运行start_server.sh时服务器中的文件：

的local.conf ：

# Template for a Spark Job Server configuration file
# When deployed these settings are loaded when job server starts
#
# Spark Cluster / Job Server configuration
spark {
  # spark.master will be passed to each job's JobContext
  # master = "local[4]"
  # master = "mesos://vm28-hulk-pub:5050"
  master = "yarn-client"

  # Default # of CPUs for jobs to use for Spark standalone cluster
  job-number-cpus = 4

  jobserver {
    port = 8090
    jar-store-rootdir = /tmp/jobserver/jars

    context-per-jvm = true

    jobdao = spark.jobserver.io.JobFileDAO

    filedao {
      rootdir = /tmp/spark-job-server/filedao/data
    }

    # When using chunked transfer encoding with scala Stream job results, this is the size of each chunk
    result-chunk-size = 1m
  }

  # predefined Spark contexts
  # contexts {
  #   my-low-latency-context {
  #     num-cpu-cores = 1           # Number of cores to allocate.  Required.
  #     memory-per-node = 512m         # Executor memory per node, -Xmx style eg 512m, 1G, etc.
  #   }
  #   # define additional contexts here
  # }

  # universal context configuration.  These settings can be overridden, see README.md
  context-settings {
    num-cpu-cores = 2           # Number of cores to allocate.  Required.
    memory-per-node = 512m         # Executor memory per node, -Xmx style eg 512m, #1G, etc.

    # in case spark distribution should be accessed from HDFS (as opposed to being installed on every mesos slave)
    # spark.executor.uri = "hdfs://namenode:8020/apps/spark/spark.tgz"

    # uris of jars to be loaded into the classpath for this context.
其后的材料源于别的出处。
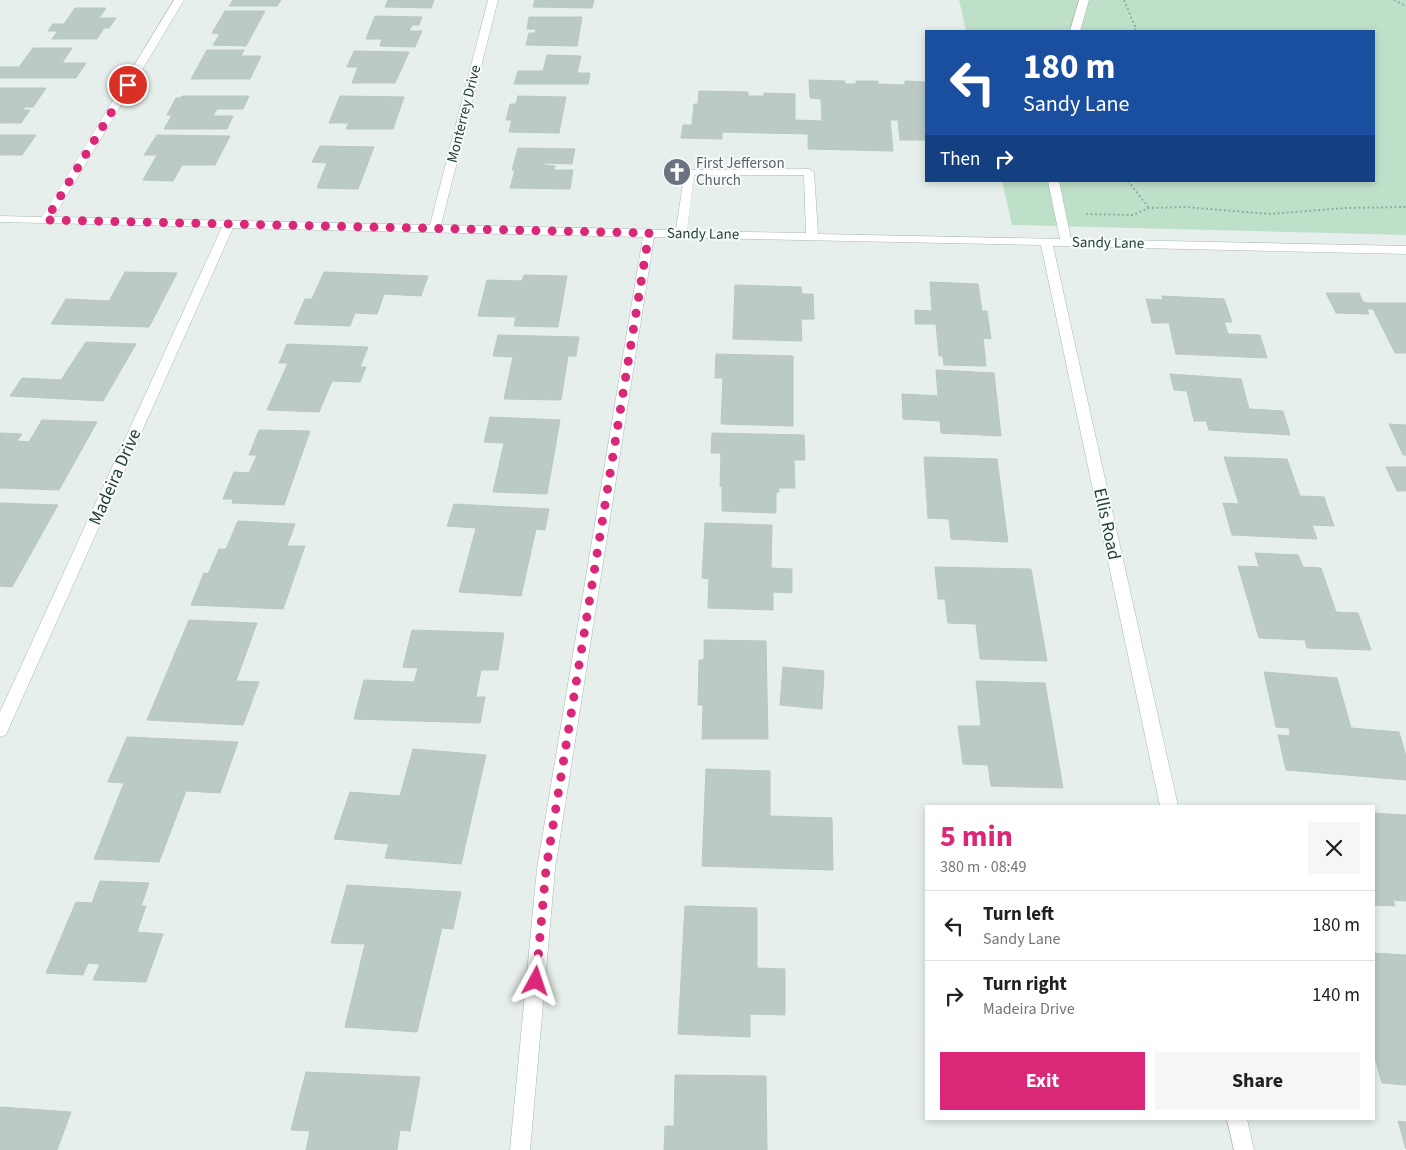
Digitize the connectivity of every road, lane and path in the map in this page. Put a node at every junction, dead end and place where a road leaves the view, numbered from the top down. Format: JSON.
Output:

Uris is a string list, or a string separated by commas ','
    # dependent-jar-uris = ["file:///some/path/present/in/each/mesos/slave/somepackage.jar"]

    # If you wish to pass any settings directly to the sparkConf as-is, add them here in passthrough,
    # such as hadoop connection settings that don't use the "spark." prefix
    passthrough {
      #es.nodes = "192.1.1.1"
    }
  }

  # This needs to match SPARK_HOME for cluster SparkContexts to be created successfully
  home = "/opt/cloudera/parcels/CDH-5.8.2-1.cdh5.8.2.p0.3/lib/spark"
}

# Note that you can use this file to define settings not only for job server,
# but for your Spark jobs as well.  Spark job configuration merges with this configuration file as defaults.

akka {
  remote.netty.tcp {
    # This controls the maximum message size, including job results, that can be sent
    # maximum-frame-size = 10 MiB
  }
}

start_server.sh ：

#!/bin/bash
# Script to start the job server
# Extra arguments will be spark-submit options, for example
#  ./server_start.sh --jars cassandra-spark-connector.jar
#
# Environment vars (note settings.sh overrides):
#   JOBSERVER_MEMORY - defaults to 1G, the amount of memory (eg 512m, 2G) to give to job server
#   JOBSERVER_CONFIG - alternate configuration file to use
#   JOBSERVER_FG    - launches job server in foreground; defaults to forking in background
echo 'Starting job server...'
set -e

get_abs_script_path() {
  pushd . >/dev/null
  cd "$(dirname "$0")"
  appdir=$(pwd)
  popd  >/dev/null
}

get_abs_script_path

. $appdir/setenv.sh

GC_OPTS="-XX:+UseConcMarkSweepGC
         -verbose:gc -XX:+PrintGCTimeStamps -Xloggc:$appdir/gc.out
         -XX:MaxPermSize=512m
         -XX:+CMSClassUnloadingEnabled "

# To truly enable JMX in AWS and other containerized environments, also need to set
# -Djava.rmi.server.hostname equal to the hostname in that environment.  This is specific
# depending on AWS vs GCE etc.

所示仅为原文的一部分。